4. The ways they can connect with people.
Preventing loneliness and social isolation is hugely important for health – both mental and physical. If you can’t see someone face-to-face, make sure you’re keeping in regular contact by phone, post or online, if possible.
“Let them know that if they feel lonely or isolated, it’s okay to give you a call; either just for a chat or for help and support,” says Patel.
You might also want to set your elderly relative up with internet over the next few weeks, says Isden, and teach them how to use FaceTime or Skype. You could dig out an old laptop, iPad or other tech hand-me-down – then teach them how to use it.
The next few weeks are a critical time to practise doing this, before we move to stricter measures. It’s estimated we’re four weeks behind Italy in terms of the virus’ spread. “I would strongly urge people to go and visit their older relatives now before social-distancing measures come into place,” adds Patel.
This is providing, of course, that you feel well enough to do so. If you don’t and you’re due to visit a parent or grandparent – perhaps for Mother’s Day – you have to be strict. Don’t visit. It’s not worth putting them at risk.
5. The hobbies that could keep them busy.
“Obviously there’s a big focus on getting them practical items like food and medication, but I’d also urge people to get things to help them carry on with hobbies,” says Isden.

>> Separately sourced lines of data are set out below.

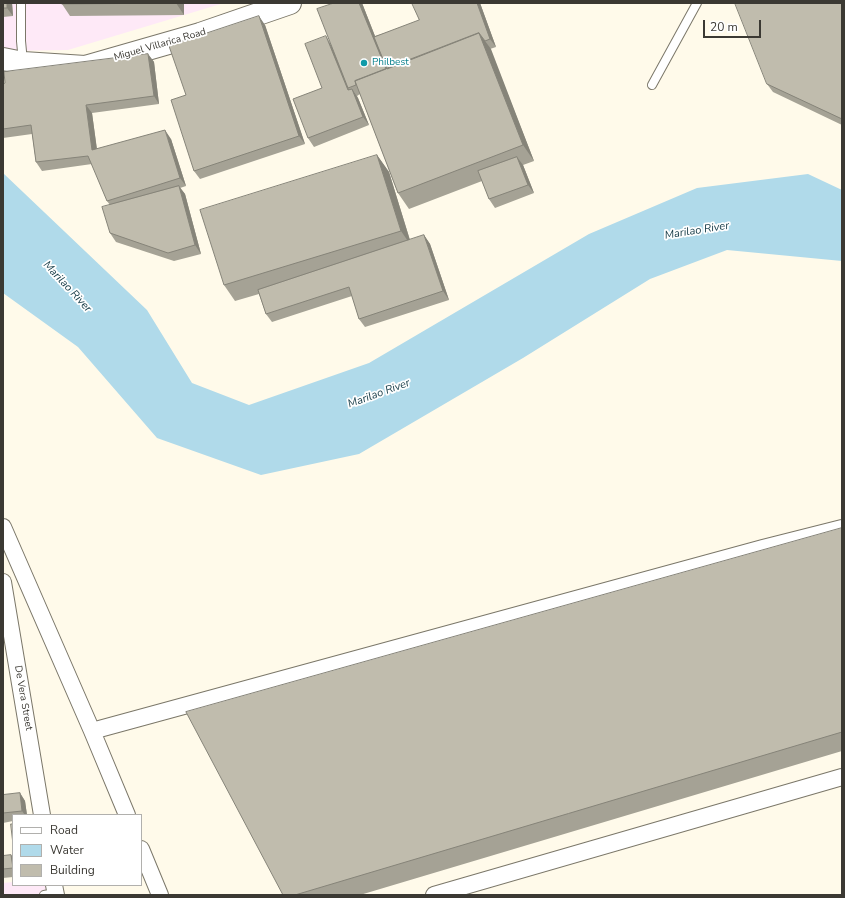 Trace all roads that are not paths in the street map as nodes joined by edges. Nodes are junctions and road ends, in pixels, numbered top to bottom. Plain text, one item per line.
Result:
1 (21, 3) edge
2 (290, 3) edge
3 (697, 3) edge
4 (13, 61) edge
5 (652, 85) dead end
6 (3, 527) edge
7 (842, 528) edge
8 (3, 582) edge
9 (92, 731) junction
10 (842, 777) edge
11 (42, 814) edge
12 (127, 814) edge
13 (142, 851) edge
14 (160, 895) edge
15 (434, 895) edge

1 - 4 lane
2 - 4 main road, Miguel Villarica Road
3 - 5 lane
6 - 9 street
7 - 9 street
8 - 11 street, De Vera Street
9 - 12 street
10 - 15 street
13 - 14 street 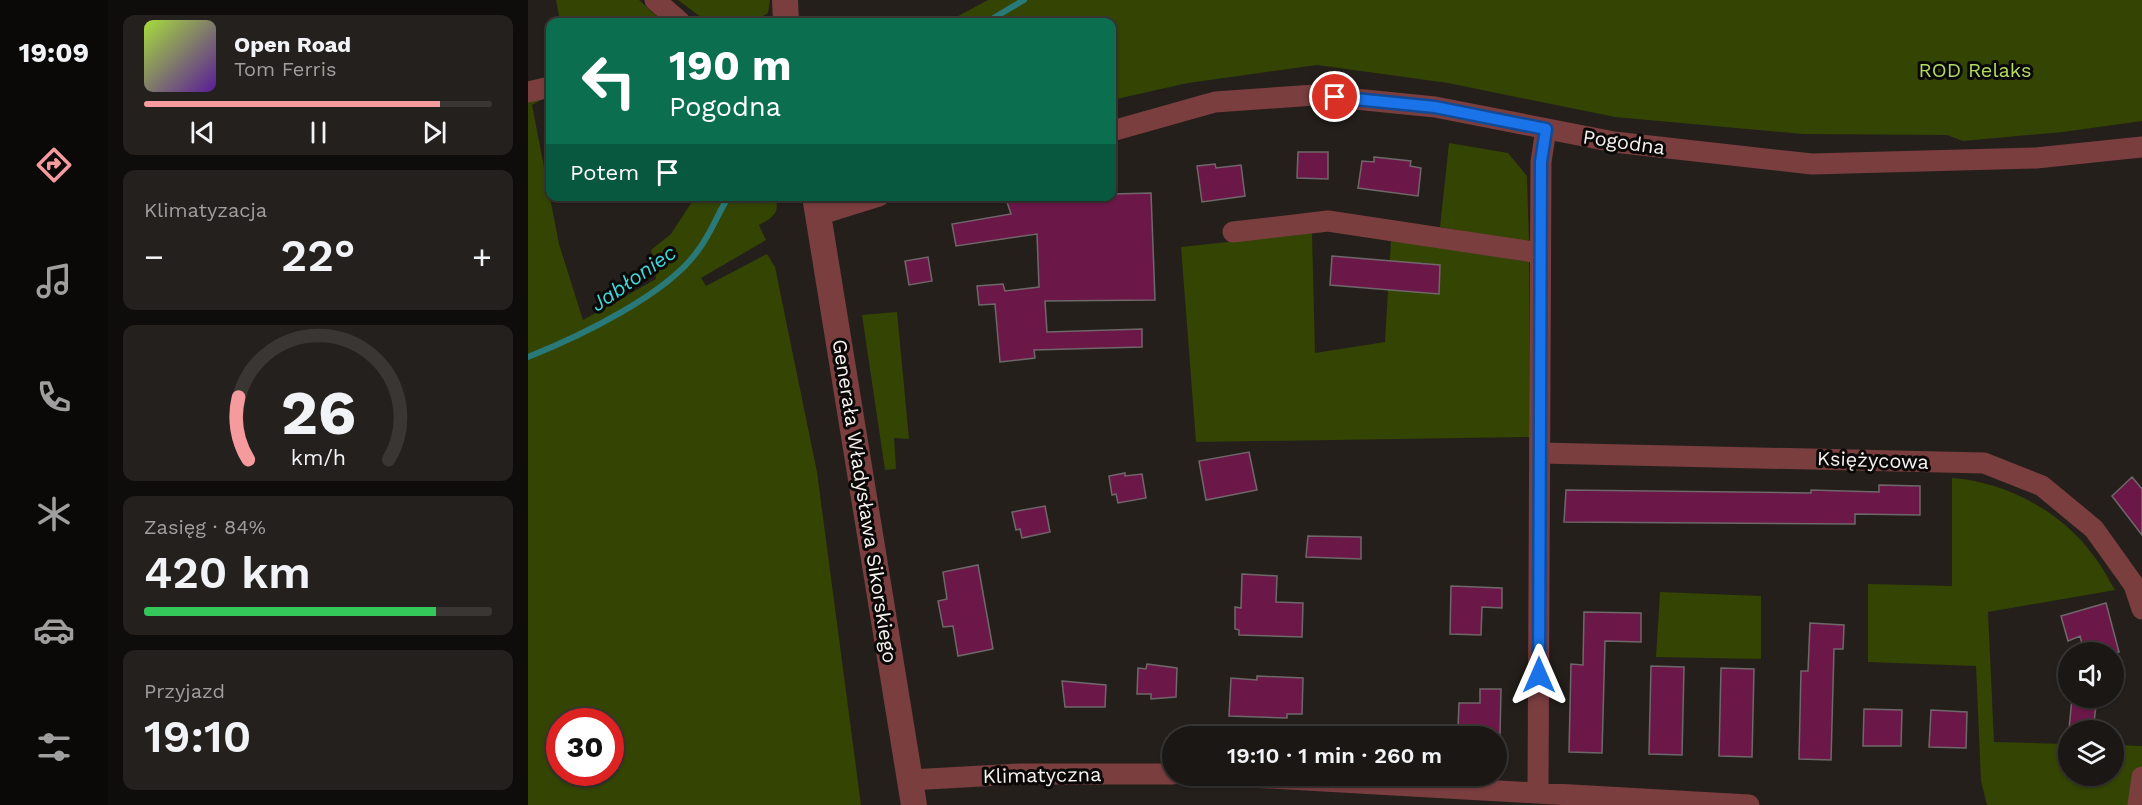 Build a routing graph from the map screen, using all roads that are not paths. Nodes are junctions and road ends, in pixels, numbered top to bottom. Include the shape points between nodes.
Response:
1 (655, 0) edge
2 (785, 0) edge
3 (676, 18) edge
4 (786, 18) edge
5 (546, 88) edge
6 (528, 92) edge
7 (1546, 129) junction
8 (1116, 130) edge
9 (2142, 147) edge
10 (848, 201) edge
11 (817, 206) edge
12 (1233, 232) dead end
13 (1540, 253) junction
14 (1540, 453) junction
15 (2142, 609) edge
16 (1162, 774) edge
17 (2142, 777) edge
18 (910, 780) junction
19 (1412, 786) edge
20 (1538, 793) junction
21 (914, 805) edge
22 (1749, 805) edge
23 (2138, 805) edge

1 - 3 street
2 - 4 street
5 - 6 street
7 - 8 street, Pogodna via 1435,107 1315,94 1215,102
7 - 9 street, Pogodna via 1614,142 1812,164 2036,158
7 - 13 street via 1541,162
10 - 11 street
11 - 18 street, Generała Władysława Sikorskiego
12 - 13 street via 1328,221
13 - 14 street
14 - 15 street, Księżycowa via 1984,463 2042,486 2094,529 2134,585
14 - 20 street
16 - 18 street, Klimatyczna via 1032,774
17 - 23 street
18 - 21 street, Generała Władysława Sikorskiego
19 - 20 street
20 - 22 street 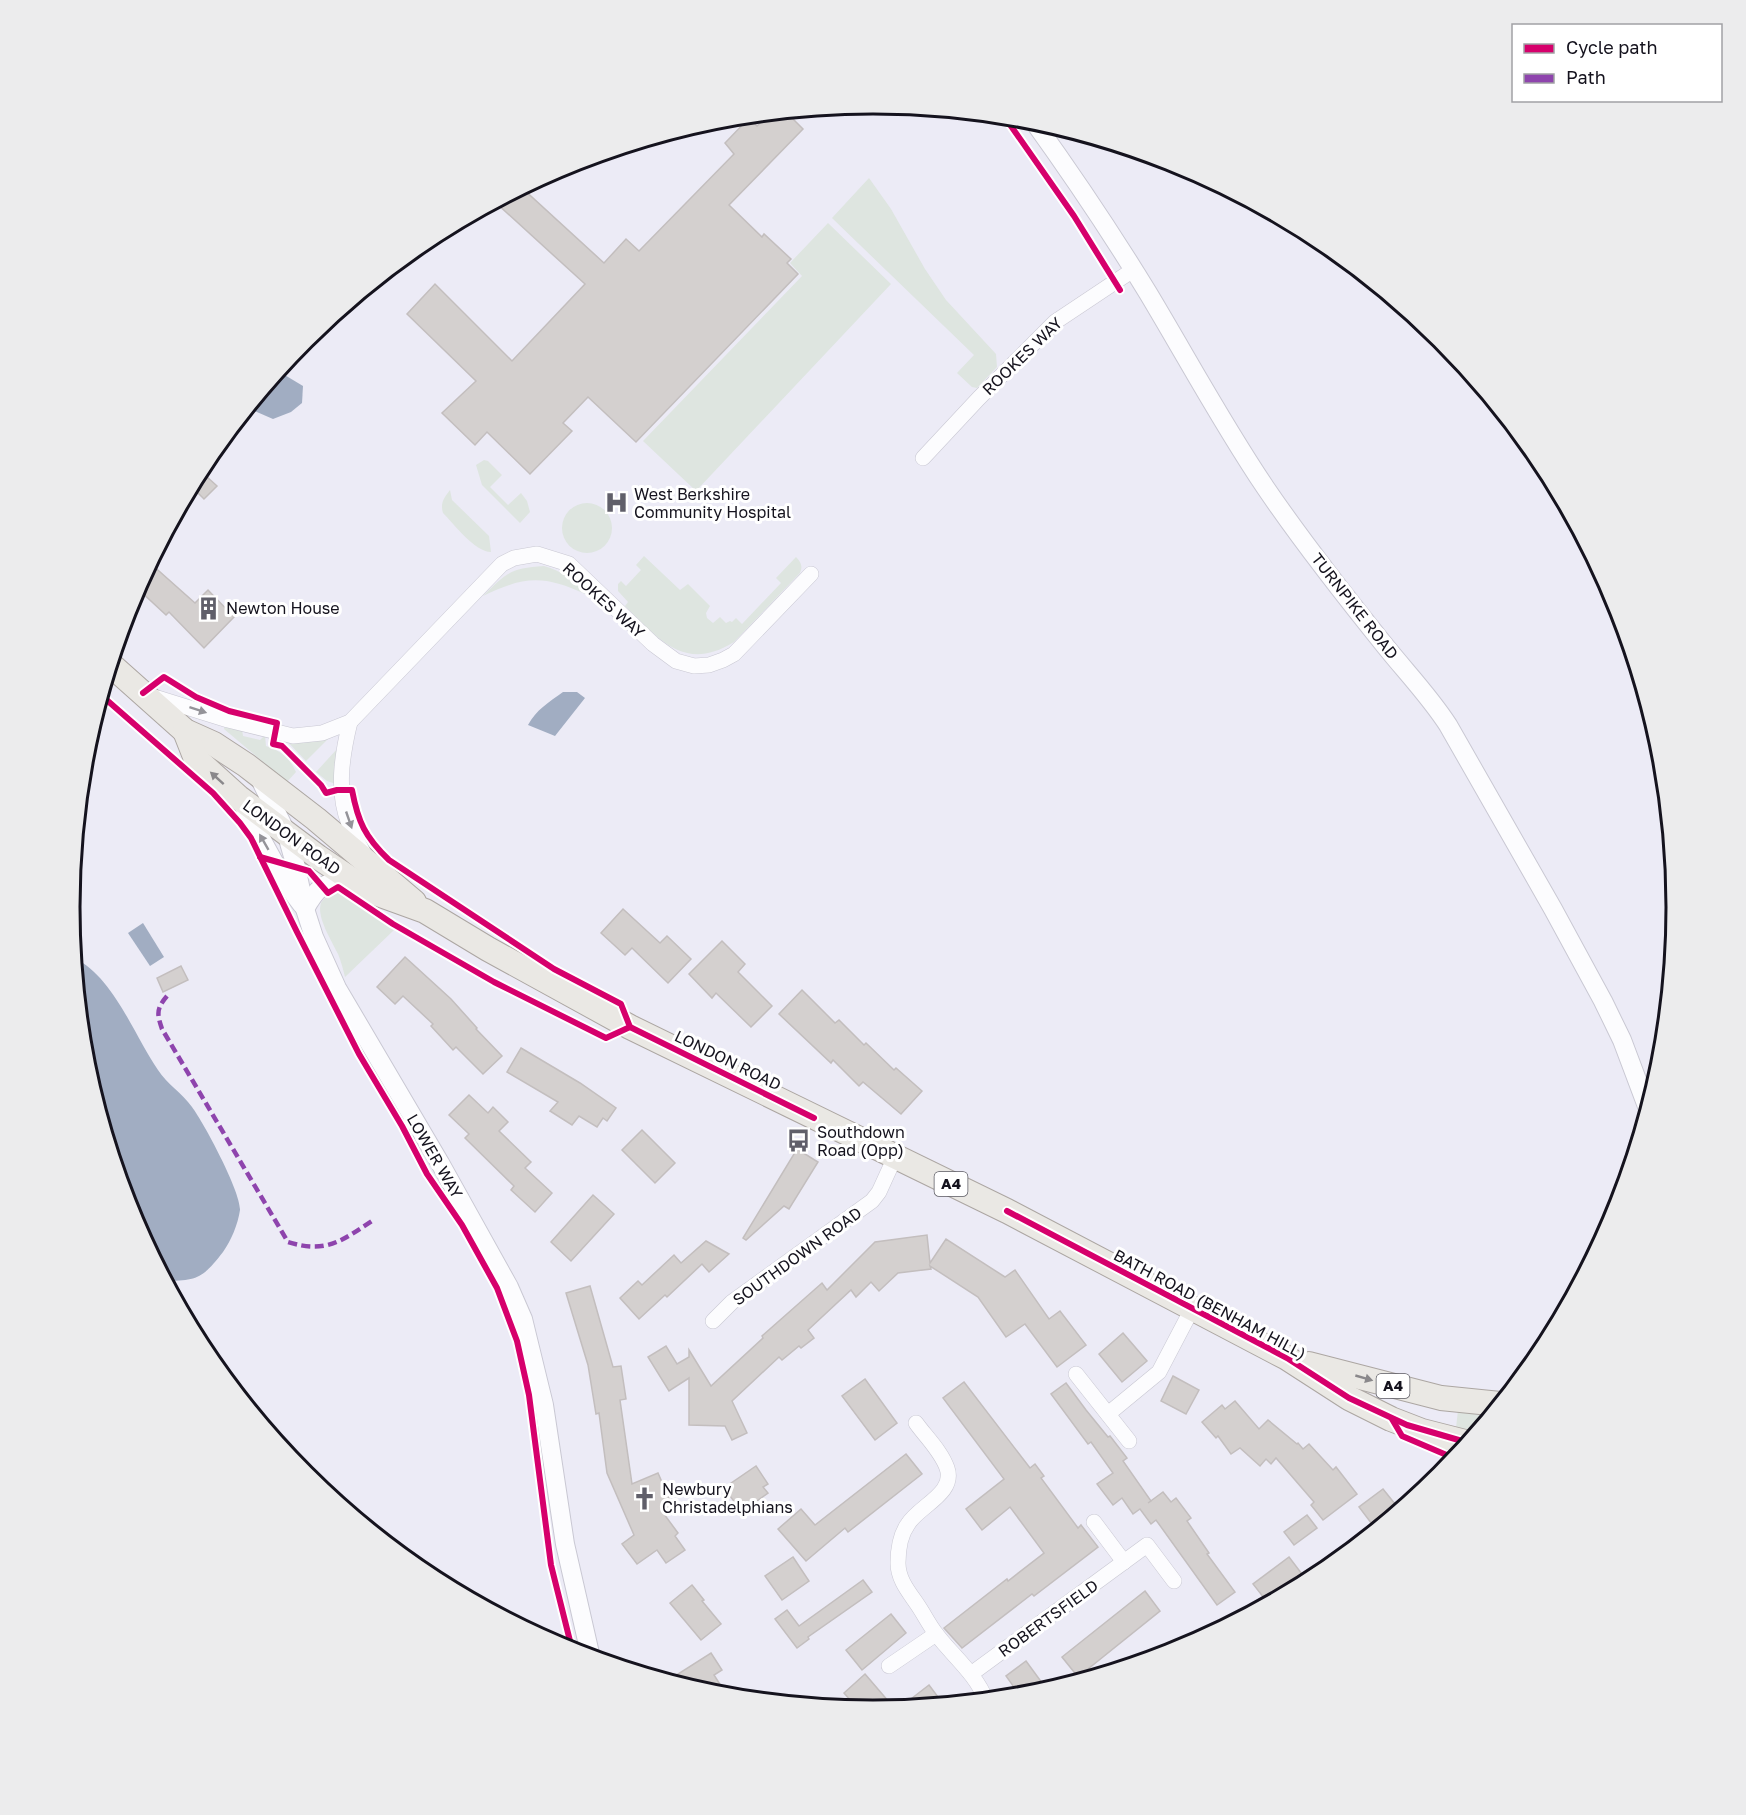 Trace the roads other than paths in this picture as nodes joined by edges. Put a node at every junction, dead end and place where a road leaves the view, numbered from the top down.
1 (1041, 132) edge
2 (1133, 270) junction
3 (923, 458) dead end
4 (811, 574) dead end
5 (117, 670) edge
6 (142, 693) junction
7 (350, 722) junction
8 (185, 731) junction
9 (258, 776) junction
10 (238, 797) junction
11 (286, 831) junction
12 (368, 862) junction
13 (349, 879) junction
14 (305, 909) junction
15 (425, 911) junction
16 (1643, 1096) edge
17 (895, 1157) junction
18 (1192, 1309) junction
19 (713, 1321) dead end
20 (1287, 1358) junction
21 (1076, 1374) dead end
22 (1493, 1403) edge
23 (1108, 1414) junction
24 (916, 1423) dead end
25 (1129, 1441) dead end
26 (1452, 1450) edge
27 (1095, 1522) dead end
28 (1124, 1562) junction
29 (1174, 1581) dead end
30 (936, 1634) junction
31 (589, 1648) edge
32 (889, 1666) dead end
33 (971, 1674) junction
34 (982, 1693) edge

1 - 2 street, TURNPIKE ROAD
2 - 3 street, ROOKES WAY
2 - 16 street, TURNPIKE ROAD
4 - 7 street, ROOKES WAY
5 - 6 main road, LONDON ROAD / A4
6 -> 7 street, ROOKES WAY
6 - 8 main road, LONDON ROAD / A4
7 -> 12 street
8 - 9 main road, LONDON ROAD / A4
10 -> 8 main road, LONDON ROAD / A4
9 - 11 street, LOWER WAY
9 - 12 main road, LONDON ROAD / A4
10 - 11 main road, LONDON ROAD / A4
14 -> 10 street, LOWER WAY
11 - 13 main road, LONDON ROAD / A4
11 - 14 street, LOWER WAY
12 - 15 main road, LONDON ROAD / A4
13 - 14 street
13 - 15 main road, LONDON ROAD / A4
14 - 31 street, LOWER WAY
15 - 17 main road, LONDON ROAD / A4
17 - 18 main road, BATH ROAD (BENHAM HILL) / A4
17 - 19 street, SOUTHDOWN ROAD
18 - 20 main road, BATH ROAD (BENHAM HILL) / A4
18 - 23 street
20 -> 22 main road, BATH ROAD (BENHAM HILL) / A4
20 - 26 main road, BATH ROAD (BENHAM HILL) / A4
21 - 23 street
23 - 25 street
24 - 30 street
27 - 28 street
28 - 29 street, ROBERTSFIELD
28 - 33 street, ROBERTSFIELD
30 - 32 street
30 - 33 street
33 - 34 street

If you know a keen knitter, for example, make sure they’ve got plenty of craft supplies to last them. The same as if they love to read, make sure they’ve got plenty of books, newspapers and puzzle books on hand. With magazines and newspapers, you could also set them up with digital versions or subscriptions.
You may not be able to provide this face-to-face, so why not send something in the post? After all, we all love to get something in the mail – it’s a nice surprise and shows us we’re being thought of.
“This is beyond any single organisation or branch of government to manage,” adds Isden. “It really needs all of us to step up, pull together and to help and support each other. These are really straightforward things that anybody can think about with their families or communities to get set up – and they’re going to make all the difference in the weeks and months ahead.”